Достал трубку, сунул мундштук в рот.
– Господа! Дорогие гости! Разрешите нашу встречу считать начавшейся, поднялся от столика в красном углу зала изможденный старик. Кожа его лица и рук была желтой. Лимонным цветом отливали даже глаза.
– Позвольте мне сказать несколько слов.
Раздались хлопки.
– Кто это?
– шепотом спросил Путко.
– О, мой друг! Да это же сам хозяин, выдающийся муж земли русской Рябушинский.
–
Господа, я надеюсь, что здесь собрались единомышленники, всем сердцем чувствующие боль за судьбу России, недавно еще такой великой и могучей, а ныне отданной на поругание разбойникам без роду, без племени, действующим под знаменами красного петуха и черного передела! Давайте же, господа, вложим персты в язвы: уясним для себя причины наших бед и найдем лекарство для оздоровления нашей матери-родины!– спазма перехватила жплпстое горло старика. Антон увидел, как судорожно бьется его кадык. Рябушинский справился с приступом.
– Прежде чем передать права председателя нашего собрания глубокоуважаемому и всеми горячо любимому Михаилу Владимировичу Родзянке, я позволю себе повторить слова, которые сказал пять дней назад здесь же, в первопрестольной, на Всероссийском торгово-промышленном съезде - да пусть услышат их по всей Руси! Я сказал: "Нужна костлявая рука голода и народной нищеты, чтобы она схватила за горло лжедрузей народа, членов разных комитетов и Советов, чтобы они опомнились!"
Антон содрогнулся. Представил, как эти суставчатые желтые пальцы старика впиваются в горло Наденьки. Зал разразился аплодисментами.
– Святые слова, - наклонился к Путко Павел Николаевич.
– Рябушинский рыцарь без страха и упрека!.. И весьма удачно, что мы избрали для этой встречи Москву: в Питере такие речи были бы невозможны. А белокаменная как французский Версаль.
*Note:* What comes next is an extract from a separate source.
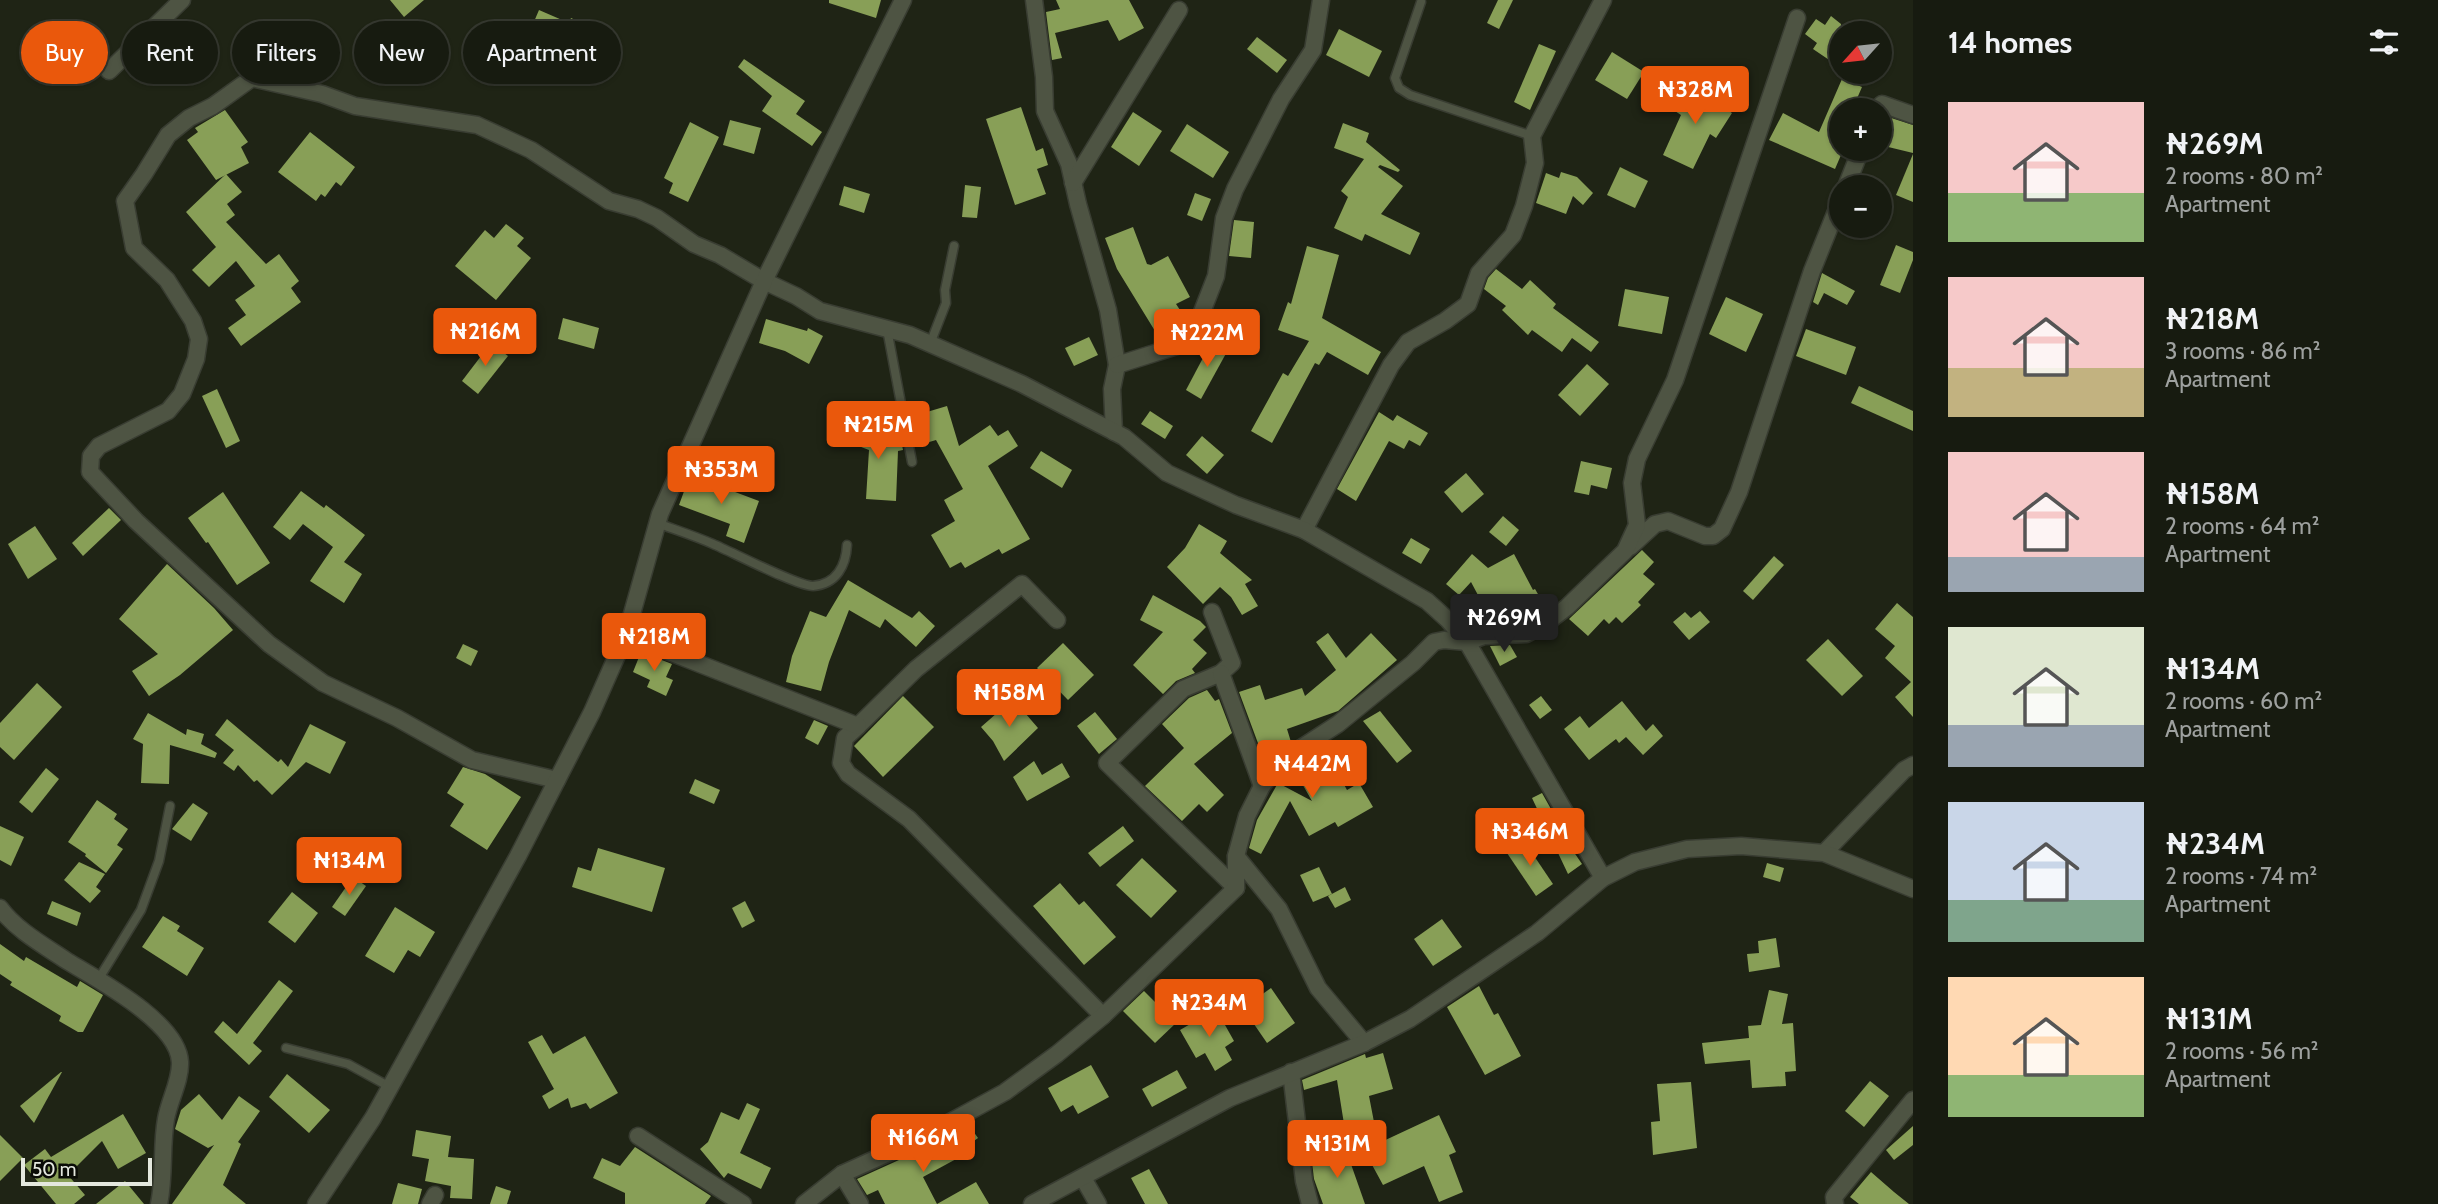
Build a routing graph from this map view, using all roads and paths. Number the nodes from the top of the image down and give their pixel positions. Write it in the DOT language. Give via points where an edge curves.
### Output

Версаль? Ну-ну... С первой же минуты подтверждалось предположение Феликса Эдмундовича: именно здесь замышляется заговор против "Петроградской коммуны" - и он, Антон, оказался в центре заговорщиков. Благодаря Милюкову. Поручик с признательностью посмотрел на профессора. Тот поймал его взгляд и отечески, одобряюще улыбнулся.
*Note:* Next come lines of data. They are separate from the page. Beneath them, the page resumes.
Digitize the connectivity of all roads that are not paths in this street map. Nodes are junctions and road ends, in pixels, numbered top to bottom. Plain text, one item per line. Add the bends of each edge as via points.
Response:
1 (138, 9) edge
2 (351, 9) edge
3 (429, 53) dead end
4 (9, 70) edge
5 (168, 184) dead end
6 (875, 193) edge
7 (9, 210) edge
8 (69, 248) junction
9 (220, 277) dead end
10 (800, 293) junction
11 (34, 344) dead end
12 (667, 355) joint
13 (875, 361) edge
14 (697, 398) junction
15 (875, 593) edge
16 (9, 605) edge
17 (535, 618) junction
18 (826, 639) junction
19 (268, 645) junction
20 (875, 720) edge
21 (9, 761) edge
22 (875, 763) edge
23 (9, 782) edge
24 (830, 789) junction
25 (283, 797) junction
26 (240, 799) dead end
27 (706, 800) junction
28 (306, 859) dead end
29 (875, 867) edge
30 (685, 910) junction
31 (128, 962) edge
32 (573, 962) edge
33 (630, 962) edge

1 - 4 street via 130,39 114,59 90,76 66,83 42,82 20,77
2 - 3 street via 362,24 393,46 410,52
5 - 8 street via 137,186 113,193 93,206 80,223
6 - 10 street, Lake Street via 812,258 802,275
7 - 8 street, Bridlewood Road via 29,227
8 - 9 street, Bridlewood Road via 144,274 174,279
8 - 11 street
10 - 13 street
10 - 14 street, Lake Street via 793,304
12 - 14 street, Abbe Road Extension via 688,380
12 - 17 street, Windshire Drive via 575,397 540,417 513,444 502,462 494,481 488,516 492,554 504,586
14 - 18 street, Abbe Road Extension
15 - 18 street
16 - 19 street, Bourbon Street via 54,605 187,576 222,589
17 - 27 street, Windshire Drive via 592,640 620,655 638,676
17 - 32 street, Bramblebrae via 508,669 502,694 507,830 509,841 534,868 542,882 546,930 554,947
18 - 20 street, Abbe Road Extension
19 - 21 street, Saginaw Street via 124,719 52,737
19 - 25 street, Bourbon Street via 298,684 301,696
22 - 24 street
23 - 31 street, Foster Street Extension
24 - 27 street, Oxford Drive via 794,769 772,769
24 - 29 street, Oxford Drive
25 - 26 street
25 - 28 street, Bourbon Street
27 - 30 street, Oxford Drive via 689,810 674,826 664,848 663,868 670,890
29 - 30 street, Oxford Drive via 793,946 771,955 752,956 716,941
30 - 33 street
Путко настроился на то, что сейчас же и начнется конкретное обсуждение плана контрреволюционного заговора, и весь обратился в слух. Но произошло нечто странное. Каждый бравший слово - а выступали один за другим старался блеснуть красноречием, однако эти разглагольствования не обнажали сути замысла.
– Офицеры русской армии, промышленники и общественные деятели - вот те три силы, на которые, как на якорь спасения, должна опереться ладья "Русь", закрученная бурей анархии! Необходимо признать "Приказ No 1" и декларацию прав солдата подложными и создать декларацию обязанностей нижних чинов! В этой декларации необходимо охранить личное достоинство офицера!..
(Кто-то из генералов).
– Мы считаем, что ссылка в Сибирь государя без суда - это возрождение прежней административной ссылки! Вот вам и новорожденная революционная Фемида!..
(Кто-то в вицмундире).
– Нынешнее правительство таково, что если оно и не может быть подведено под рубрику шайки политических шарлатанов, то, во всяком случае, образует лишь случайное сочетание лиц, представляющее какой-то министерский ералаш!..
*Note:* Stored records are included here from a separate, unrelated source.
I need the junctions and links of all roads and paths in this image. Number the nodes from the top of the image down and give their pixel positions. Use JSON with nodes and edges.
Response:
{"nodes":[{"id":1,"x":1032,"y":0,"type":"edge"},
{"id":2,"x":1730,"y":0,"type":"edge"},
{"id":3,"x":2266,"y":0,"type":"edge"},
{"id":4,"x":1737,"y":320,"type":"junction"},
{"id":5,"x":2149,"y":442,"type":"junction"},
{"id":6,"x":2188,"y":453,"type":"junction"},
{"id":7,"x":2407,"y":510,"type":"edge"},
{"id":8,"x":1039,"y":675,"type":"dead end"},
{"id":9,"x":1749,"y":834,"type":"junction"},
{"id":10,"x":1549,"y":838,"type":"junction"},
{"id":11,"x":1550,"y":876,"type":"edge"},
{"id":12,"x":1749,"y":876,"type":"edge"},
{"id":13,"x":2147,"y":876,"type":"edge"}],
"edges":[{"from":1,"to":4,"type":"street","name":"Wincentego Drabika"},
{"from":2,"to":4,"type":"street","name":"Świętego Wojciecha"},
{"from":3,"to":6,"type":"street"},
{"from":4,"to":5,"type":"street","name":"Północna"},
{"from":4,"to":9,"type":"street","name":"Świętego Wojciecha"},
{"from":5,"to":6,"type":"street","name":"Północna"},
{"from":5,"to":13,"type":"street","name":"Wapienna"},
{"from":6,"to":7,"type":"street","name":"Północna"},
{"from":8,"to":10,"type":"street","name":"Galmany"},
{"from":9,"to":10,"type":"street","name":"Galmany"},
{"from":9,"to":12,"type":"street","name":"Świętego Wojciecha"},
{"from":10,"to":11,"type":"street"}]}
(Безукоризненный смокинг).
– Пусть проявится стойкая купеческая натура! Люди торговые, надо спасать землю Русскую!..
(Конечно же один из тузов).
– В дни революции нельзя быть Антонием, нужно быть Цезарем. А когда народ обращается в толпу Спартака, долг власти - стать Крассом!
– поднялся со своего кресла Милюков и привычно удостоился овации.
"Может быть, товарищи в Питере переоценили?
– подумал Антон.
– Или это сборище - ширма, а где-то в ином месте как раз и совершается главное?.." Но нет: за председательским столом - туша Родзянко, в зале - лидеры партий, высший командный состав армии, тузы... Надо слушать - и ждать.